INPUT START

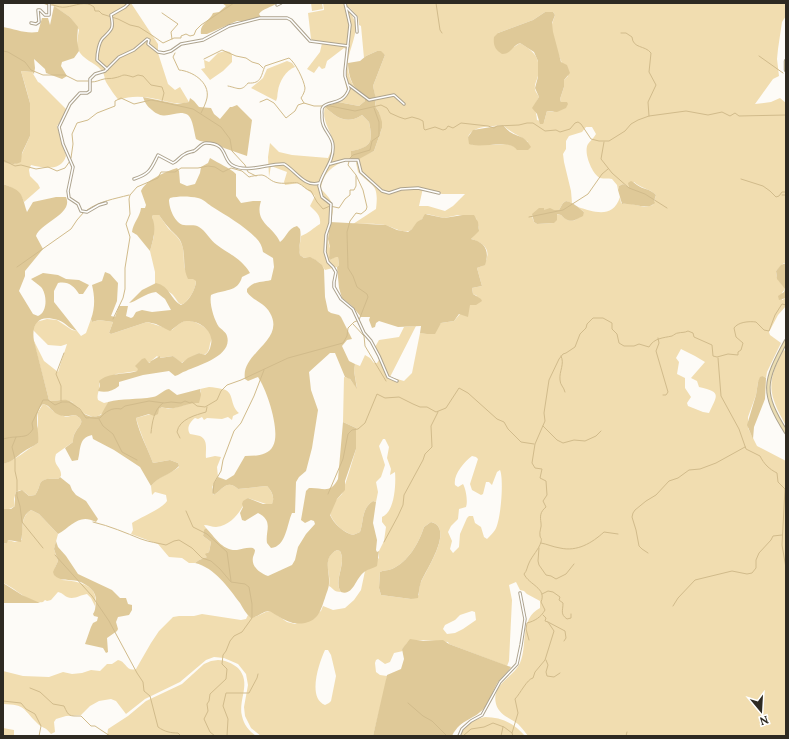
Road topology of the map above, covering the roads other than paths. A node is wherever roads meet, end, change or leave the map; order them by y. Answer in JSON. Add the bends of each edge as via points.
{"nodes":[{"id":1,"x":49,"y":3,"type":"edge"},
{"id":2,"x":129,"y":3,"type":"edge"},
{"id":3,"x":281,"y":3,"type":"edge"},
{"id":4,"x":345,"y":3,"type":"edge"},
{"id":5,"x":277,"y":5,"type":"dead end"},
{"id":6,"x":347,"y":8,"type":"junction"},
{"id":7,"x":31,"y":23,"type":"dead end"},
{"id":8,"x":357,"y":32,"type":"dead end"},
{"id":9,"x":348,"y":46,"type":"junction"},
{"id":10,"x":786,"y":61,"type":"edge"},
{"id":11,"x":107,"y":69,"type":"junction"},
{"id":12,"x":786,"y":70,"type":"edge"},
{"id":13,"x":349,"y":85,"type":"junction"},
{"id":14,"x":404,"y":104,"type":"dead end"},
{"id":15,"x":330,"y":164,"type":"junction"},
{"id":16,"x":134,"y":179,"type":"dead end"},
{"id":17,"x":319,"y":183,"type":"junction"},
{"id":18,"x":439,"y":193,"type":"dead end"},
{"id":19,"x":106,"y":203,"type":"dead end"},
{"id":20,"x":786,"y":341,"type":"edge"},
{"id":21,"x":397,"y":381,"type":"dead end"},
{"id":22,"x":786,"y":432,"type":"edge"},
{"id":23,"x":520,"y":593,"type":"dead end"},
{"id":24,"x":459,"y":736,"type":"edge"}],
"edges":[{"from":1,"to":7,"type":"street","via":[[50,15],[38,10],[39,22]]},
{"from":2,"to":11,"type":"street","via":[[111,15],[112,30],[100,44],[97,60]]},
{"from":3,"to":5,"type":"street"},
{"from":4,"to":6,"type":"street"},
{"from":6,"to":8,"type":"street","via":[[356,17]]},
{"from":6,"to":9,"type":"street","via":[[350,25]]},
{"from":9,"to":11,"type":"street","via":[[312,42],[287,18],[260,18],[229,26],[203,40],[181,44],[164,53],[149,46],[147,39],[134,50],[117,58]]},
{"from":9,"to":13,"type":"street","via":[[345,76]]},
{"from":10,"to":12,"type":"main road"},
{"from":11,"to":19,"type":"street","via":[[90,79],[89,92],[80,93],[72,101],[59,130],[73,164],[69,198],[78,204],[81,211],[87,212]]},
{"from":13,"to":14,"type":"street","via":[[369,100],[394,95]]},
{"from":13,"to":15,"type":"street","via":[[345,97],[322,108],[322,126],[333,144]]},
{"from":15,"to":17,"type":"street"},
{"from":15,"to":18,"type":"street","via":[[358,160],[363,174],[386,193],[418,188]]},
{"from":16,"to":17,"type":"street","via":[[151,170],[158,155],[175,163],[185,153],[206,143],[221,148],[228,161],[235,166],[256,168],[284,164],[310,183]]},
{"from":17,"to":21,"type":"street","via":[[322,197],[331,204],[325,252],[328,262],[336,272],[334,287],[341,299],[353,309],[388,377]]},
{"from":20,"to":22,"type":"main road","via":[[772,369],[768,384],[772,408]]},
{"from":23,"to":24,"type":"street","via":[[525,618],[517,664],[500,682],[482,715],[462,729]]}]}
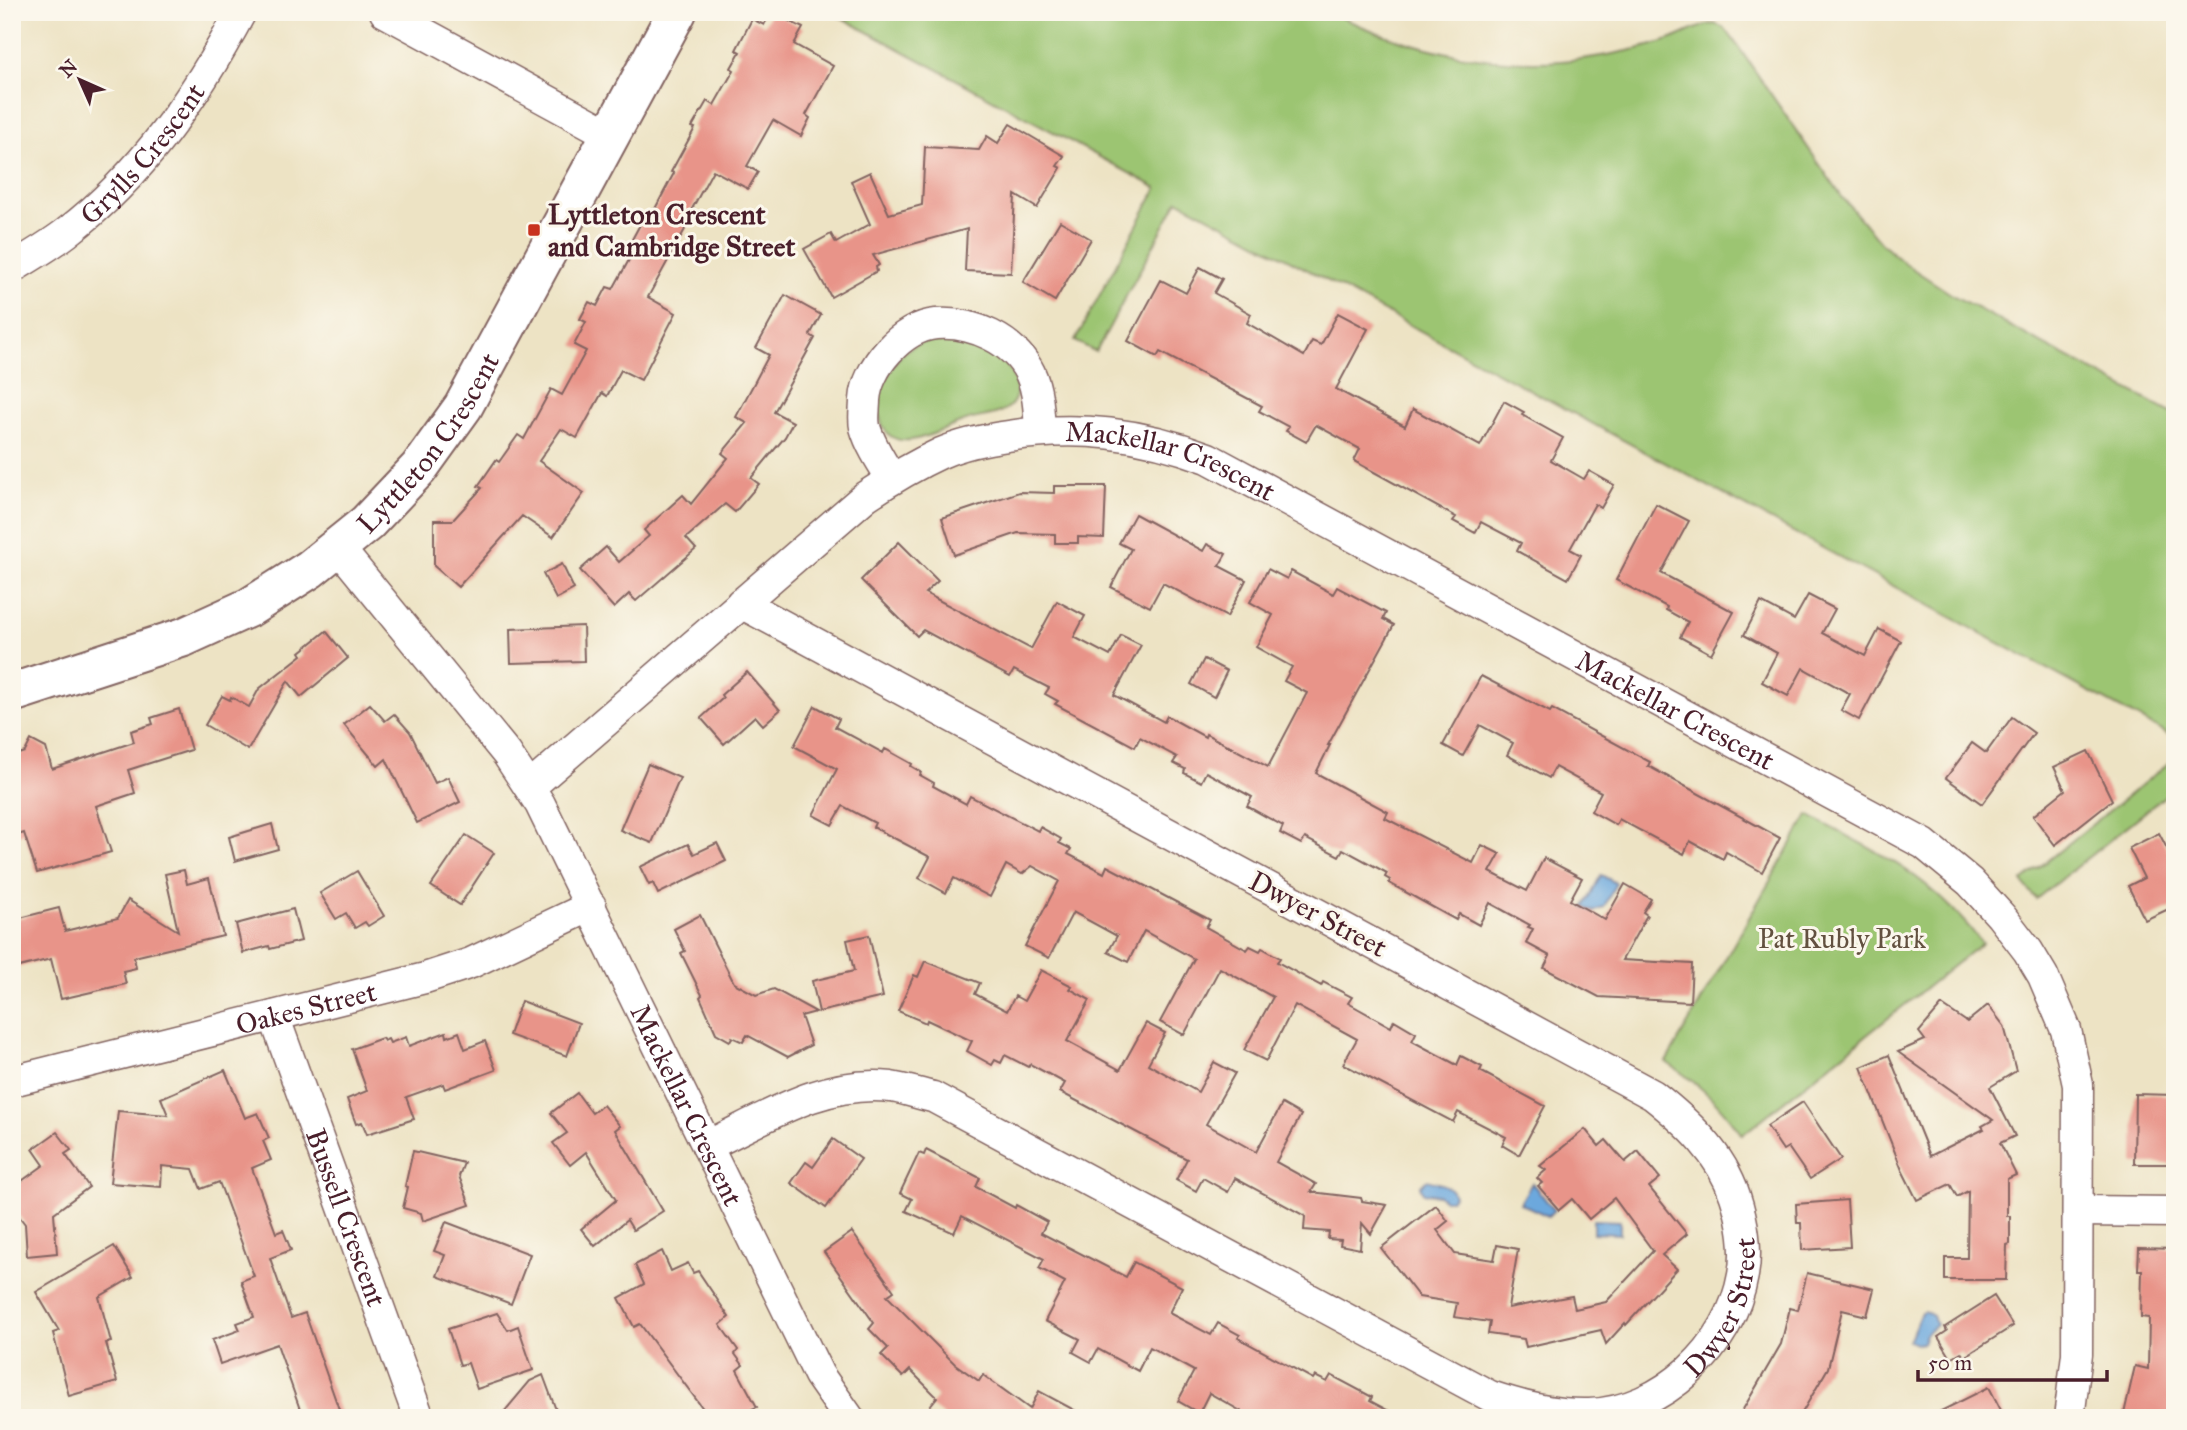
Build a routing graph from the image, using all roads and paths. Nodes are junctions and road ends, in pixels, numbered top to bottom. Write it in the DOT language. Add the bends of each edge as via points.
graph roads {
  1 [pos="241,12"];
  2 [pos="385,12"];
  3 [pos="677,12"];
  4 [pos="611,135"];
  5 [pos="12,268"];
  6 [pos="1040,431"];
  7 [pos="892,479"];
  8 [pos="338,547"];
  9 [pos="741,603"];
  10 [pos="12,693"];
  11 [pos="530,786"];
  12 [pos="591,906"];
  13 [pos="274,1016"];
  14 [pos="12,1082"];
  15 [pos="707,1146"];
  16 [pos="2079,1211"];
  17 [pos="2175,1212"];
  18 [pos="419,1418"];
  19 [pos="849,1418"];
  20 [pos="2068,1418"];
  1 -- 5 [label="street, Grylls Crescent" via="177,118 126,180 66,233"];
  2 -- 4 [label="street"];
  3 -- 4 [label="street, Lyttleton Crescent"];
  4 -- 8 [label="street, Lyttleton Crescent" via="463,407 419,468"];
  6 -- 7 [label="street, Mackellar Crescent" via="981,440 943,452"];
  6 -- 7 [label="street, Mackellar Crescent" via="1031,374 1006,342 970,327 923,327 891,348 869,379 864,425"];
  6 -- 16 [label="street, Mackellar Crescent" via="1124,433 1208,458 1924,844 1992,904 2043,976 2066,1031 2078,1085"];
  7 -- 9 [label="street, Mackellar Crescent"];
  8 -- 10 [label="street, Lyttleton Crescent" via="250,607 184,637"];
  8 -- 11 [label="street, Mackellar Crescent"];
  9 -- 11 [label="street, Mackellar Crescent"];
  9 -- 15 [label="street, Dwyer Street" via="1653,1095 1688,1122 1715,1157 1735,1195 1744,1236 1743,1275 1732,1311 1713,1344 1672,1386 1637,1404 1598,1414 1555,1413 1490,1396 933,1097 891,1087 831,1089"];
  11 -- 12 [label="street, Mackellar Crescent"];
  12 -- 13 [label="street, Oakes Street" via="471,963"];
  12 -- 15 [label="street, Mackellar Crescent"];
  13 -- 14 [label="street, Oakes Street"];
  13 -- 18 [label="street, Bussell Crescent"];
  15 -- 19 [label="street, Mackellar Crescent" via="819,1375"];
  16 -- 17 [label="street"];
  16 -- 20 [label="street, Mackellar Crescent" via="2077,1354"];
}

INPUT END
INPUT START

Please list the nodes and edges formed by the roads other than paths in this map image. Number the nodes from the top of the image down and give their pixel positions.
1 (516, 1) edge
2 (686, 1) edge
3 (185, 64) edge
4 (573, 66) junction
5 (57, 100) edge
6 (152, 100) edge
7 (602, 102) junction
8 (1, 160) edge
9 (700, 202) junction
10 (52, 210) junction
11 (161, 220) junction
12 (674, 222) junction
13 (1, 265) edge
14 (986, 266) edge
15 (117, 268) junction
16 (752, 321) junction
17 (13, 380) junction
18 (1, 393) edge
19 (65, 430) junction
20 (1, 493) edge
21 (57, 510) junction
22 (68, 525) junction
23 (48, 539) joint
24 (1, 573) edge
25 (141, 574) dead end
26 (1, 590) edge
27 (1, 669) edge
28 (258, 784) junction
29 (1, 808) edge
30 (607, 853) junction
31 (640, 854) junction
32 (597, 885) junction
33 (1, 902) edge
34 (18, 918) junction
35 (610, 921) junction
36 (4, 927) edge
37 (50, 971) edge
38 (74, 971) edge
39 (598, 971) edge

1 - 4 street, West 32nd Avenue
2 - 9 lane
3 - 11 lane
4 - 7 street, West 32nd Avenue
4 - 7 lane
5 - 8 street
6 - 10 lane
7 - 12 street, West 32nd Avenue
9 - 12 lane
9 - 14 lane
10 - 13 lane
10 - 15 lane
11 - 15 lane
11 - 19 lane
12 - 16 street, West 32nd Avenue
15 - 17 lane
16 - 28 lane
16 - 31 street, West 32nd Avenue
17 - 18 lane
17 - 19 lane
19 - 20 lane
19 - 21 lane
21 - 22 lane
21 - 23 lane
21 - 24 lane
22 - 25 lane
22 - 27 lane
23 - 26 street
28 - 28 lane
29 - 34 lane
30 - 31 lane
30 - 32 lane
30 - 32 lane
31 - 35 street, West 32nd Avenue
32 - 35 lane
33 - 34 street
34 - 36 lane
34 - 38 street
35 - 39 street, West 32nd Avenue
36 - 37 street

INPUT END

:: WHAT YOU WILL DO ::
Whenever a line in the records contains the word "each", copy that line.

:: PROBLEM SOLUTION ::
Road topology of the map above, covering the roads other than paths. A node is wherever roads meet, end, change or leave the map; order them by y. Answer in JSON. Add the bends of each edge as via points.
Build a routing graph from the image, using all roads and paths. Nodes are junctions and road ends, in pixels, numbered top to bottom. Write it in the DOT language. Add the bends of each edge as via points.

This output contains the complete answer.